BEGIN Extracted records
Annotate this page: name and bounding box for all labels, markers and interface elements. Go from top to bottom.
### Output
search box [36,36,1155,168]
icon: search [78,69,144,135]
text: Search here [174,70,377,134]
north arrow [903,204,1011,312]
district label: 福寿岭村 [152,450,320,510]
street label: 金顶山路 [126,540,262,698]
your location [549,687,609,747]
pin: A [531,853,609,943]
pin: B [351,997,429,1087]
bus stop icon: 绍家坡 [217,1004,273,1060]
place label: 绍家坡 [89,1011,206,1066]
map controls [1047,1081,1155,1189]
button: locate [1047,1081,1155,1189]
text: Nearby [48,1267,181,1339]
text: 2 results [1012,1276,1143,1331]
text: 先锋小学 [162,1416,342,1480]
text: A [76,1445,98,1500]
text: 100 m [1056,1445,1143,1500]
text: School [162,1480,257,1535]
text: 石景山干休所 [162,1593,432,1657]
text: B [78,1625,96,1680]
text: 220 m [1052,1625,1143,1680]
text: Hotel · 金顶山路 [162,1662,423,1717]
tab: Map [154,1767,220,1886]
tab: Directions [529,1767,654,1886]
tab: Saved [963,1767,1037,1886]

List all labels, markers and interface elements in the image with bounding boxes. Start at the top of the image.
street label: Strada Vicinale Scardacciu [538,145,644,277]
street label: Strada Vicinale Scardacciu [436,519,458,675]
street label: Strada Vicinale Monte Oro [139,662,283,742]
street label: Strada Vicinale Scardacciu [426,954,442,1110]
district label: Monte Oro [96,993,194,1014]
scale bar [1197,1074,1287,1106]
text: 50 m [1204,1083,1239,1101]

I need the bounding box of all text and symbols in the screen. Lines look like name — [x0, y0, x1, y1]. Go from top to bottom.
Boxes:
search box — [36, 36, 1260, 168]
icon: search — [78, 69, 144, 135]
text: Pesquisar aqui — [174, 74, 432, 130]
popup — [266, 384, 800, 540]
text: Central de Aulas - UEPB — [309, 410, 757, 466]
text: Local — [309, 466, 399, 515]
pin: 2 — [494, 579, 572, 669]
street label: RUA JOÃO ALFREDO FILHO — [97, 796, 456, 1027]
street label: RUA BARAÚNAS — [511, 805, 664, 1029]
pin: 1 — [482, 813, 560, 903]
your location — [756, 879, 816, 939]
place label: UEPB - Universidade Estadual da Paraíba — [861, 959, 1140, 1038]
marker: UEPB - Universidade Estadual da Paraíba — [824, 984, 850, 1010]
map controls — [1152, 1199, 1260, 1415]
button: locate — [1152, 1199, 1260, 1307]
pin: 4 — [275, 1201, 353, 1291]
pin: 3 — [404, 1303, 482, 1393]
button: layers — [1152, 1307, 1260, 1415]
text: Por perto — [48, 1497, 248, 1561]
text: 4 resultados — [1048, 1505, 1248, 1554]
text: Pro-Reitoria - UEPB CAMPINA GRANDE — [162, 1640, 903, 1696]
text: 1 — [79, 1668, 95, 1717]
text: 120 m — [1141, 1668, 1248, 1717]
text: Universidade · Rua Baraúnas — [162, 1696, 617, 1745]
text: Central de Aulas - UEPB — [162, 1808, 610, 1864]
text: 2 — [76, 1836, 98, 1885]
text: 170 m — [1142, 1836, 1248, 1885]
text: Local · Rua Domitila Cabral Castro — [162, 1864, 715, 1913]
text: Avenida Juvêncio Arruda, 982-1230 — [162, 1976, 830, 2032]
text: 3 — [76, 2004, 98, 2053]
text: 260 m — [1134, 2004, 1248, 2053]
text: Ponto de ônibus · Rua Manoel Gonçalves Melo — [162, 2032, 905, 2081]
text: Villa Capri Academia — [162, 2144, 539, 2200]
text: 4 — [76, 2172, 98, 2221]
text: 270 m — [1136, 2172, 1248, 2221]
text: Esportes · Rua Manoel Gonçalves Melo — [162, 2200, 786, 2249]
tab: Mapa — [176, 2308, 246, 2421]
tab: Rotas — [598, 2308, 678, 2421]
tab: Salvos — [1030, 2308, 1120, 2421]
END Extracted records
### Exercise
Across the records above, how many lines does the word "bottom" appear on? Reply with the number only.

### Solution to this task
2